Despite being eager to get out on desert operations to the rear of the
Axis forces’ forward positions, persistent desert sores prevented him
until the July 1943 invasion of Sicily, when he landed at the port of
Augusta with the Special Raiding Squadron, as 1st SAS briefly became,
having hived off the Special Boat Section for operations elsewhere. The
Augusta assault was followed by the more demanding attack on the Italian
east coast port of Termoli on October 2, 1943. The plan involved two
commando units and the Special Raiding Squadron landing from the sea,
taking the town and two bridges to open the way for the advance of the
78th Infantry Division up the Adriatic coast. The operation was successful
but with significant losses to the SRS.
Danger returned to England with the re-formed 1st SAS to join the SAS
Brigade for operations in France to coincide with the Allied invasion of
Normandy in June 1944. By then a corporal radio operator, he dropped near
Dijon as the signaller for a party of Phantom — the GHQ Liaison Regiment
— operating with 1st SAS attacking railways linking Lyons and Paris. His
main task was to call in Allied air strikes in support of SAS operations.
On August 20, while with a maquis group two miles from the SAS base in
the Vienne forest, he was warned that a German force was about to encircle
it. At great personal risk he passed through the closing cordon to warn
his comrades, then returned through it to gather further information on
the enemy movements, allowing them to avoid the encirclement. He was
awarded the Military Medal in recognition of his initiative and personal
courage.
At the end of August Danger accompanied Lieutenant-Colonel Paddy Mayne
commanding 1st SAS to the Morvan area to link up with SAS groups operating
there, eventually returning to England after four months in
German-occupied areas of France. He accompanied the SAS Brigade sent to
Norway in May 1945 to assist in taking the surrender of German forces
there and in 1946-47 served with the Parachute Regiment in Palestine.

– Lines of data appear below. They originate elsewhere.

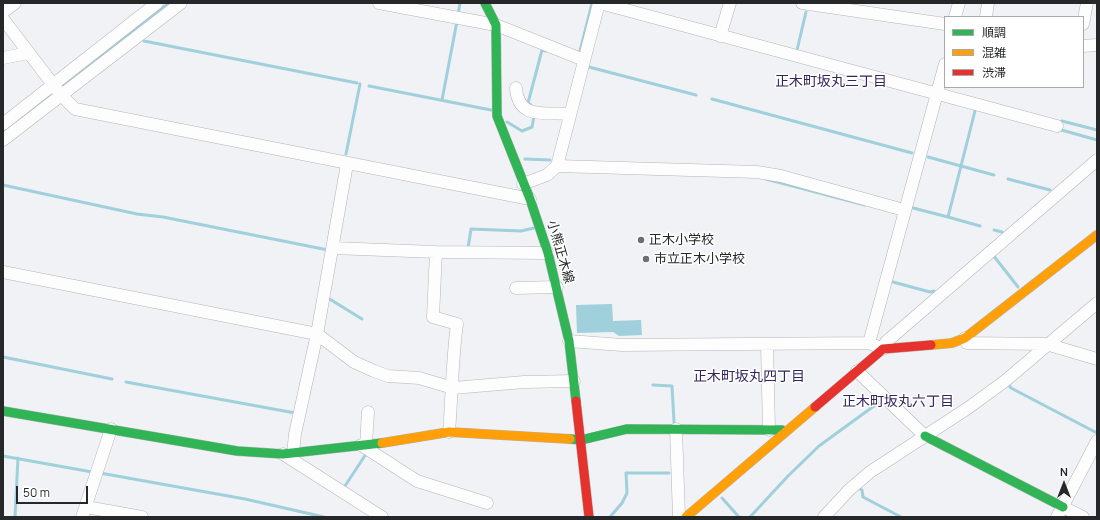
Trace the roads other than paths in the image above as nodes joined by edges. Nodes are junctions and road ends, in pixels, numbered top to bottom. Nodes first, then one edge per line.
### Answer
1 (15, 3) edge
2 (157, 3) edge
3 (181, 3) edge
4 (379, 3) edge
5 (485, 3) edge
6 (600, 3) edge
7 (730, 3) edge
8 (802, 3) edge
9 (959, 3) edge
10 (988, 3) edge
11 (1087, 3) edge
12 (873, 8) edge
13 (3, 12) edge
14 (955, 16) edge
15 (986, 16) edge
16 (3, 19) edge
17 (1084, 19) edge
18 (944, 24) edge
19 (496, 25) junction
20 (9, 34) edge
21 (720, 36) junction
22 (1097, 45) edge
23 (1084, 46) edge
24 (28, 53) junction
25 (3, 58) edge
26 (584, 60) junction
27 (944, 68) edge
28 (54, 85) junction
29 (516, 88) dead end
30 (937, 94) junction
31 (61, 95) junction
32 (570, 114) junction
33 (3, 124) edge
34 (1057, 126) dead end
35 (3, 140) edge
36 (1097, 160) edge
37 (347, 164) junction
38 (557, 166) junction
39 (523, 184) junction
40 (530, 199) junction
41 (904, 210) junction
42 (1097, 235) edge
43 (333, 248) junction
44 (436, 252) junction
45 (548, 253) junction
46 (3, 272) edge
47 (557, 287) junction
48 (516, 288) dead end
49 (1097, 303) edge
50 (317, 334) junction
51 (965, 338) junction
52 (570, 341) junction
53 (869, 343) junction
54 (1046, 344) junction
55 (767, 345) junction
56 (883, 348) junction
57 (1097, 359) edge
58 (857, 371) junction
59 (574, 381) junction
60 (453, 388) junction
61 (3, 411) edge
62 (368, 412) dead end
63 (111, 429) junction
64 (676, 429) junction
65 (769, 430) junction
66 (448, 432) junction
67 (785, 432) junction
68 (925, 436) junction
69 (581, 440) junction
70 (1097, 442) edge
71 (364, 445) junction
72 (288, 454) junction
73 (487, 504) dead end
74 (84, 512) edge
75 (1060, 512) edge
76 (142, 517) edge
77 (382, 517) edge
78 (589, 517) edge
79 (679, 517) edge
80 (686, 517) edge
81 (824, 517) edge
82 (1083, 517) edge

1 - 13 street
2 - 28 street
3 - 31 street
4 - 19 street
5 - 19 street, 小熊正木線
6 - 21 street
6 - 26 street
7 - 21 street
8 - 12 street
9 - 14 street
10 - 15 street
11 - 17 street
12 - 18 street
16 - 20 street
19 - 26 street
19 - 39 street, 小熊正木線
20 - 24 street
21 - 30 street
22 - 23 street
24 - 25 street
24 - 28 street
26 - 32 street
27 - 30 street
28 - 31 street
28 - 33 street
29 - 32 street
30 - 34 street
30 - 41 street
31 - 35 street
31 - 37 street
32 - 38 street
36 - 56 street
37 - 40 street
37 - 43 street
38 - 39 street
38 - 41 street
39 - 40 street, 小熊正木線
40 - 45 street, 小熊正木線
41 - 53 street
42 - 51 street
43 - 44 street
43 - 50 street
44 - 45 street
44 - 60 street
45 - 47 street, 小熊正木線
46 - 50 street
47 - 48 street
47 - 52 street, 小熊正木線
49 - 54 street
50 - 60 street
50 - 72 street
51 - 54 street
51 - 56 street
52 - 55 street
52 - 59 street, 小熊正木線
53 - 55 street
53 - 56 street
54 - 57 street
54 - 68 street
55 - 65 street
56 - 58 street
58 - 67 street
58 - 68 street
59 - 60 street
59 - 69 street, 小熊正木線
60 - 66 street
61 - 63 street
62 - 71 street
63 - 72 street
63 - 74 street
64 - 65 street
64 - 69 street
64 - 79 street
65 - 67 street
66 - 69 street
66 - 71 street
67 - 80 street
68 - 75 street
68 - 81 street
69 - 78 street, 小熊正木線
70 - 75 street
71 - 72 street
71 - 73 street
72 - 77 street
74 - 76 street
75 - 82 street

David Lambert Paxton Danger was born in Heswall, Wirral. At 16 he left
Birkenhead High School to begin a banking apprenticeship. After leaving
the Army on his return from Palestine, he married and joined 10th
Battalion The Parachute Regiment of the Territorial Army. He went back to
regular service in 1952 to be commissioned into the Royal Army Ordnance
Corps. He was appointed MBE in 1964 for his work during the Cyprus
emergency arising from intercommunal fighting at that time, in particular
the support of the reinforcement units sent to the island before
establishment of the UN force. He was promoted to lieutenant-colonel at
the age of 42, no mean achievement for a late-commissioned officer.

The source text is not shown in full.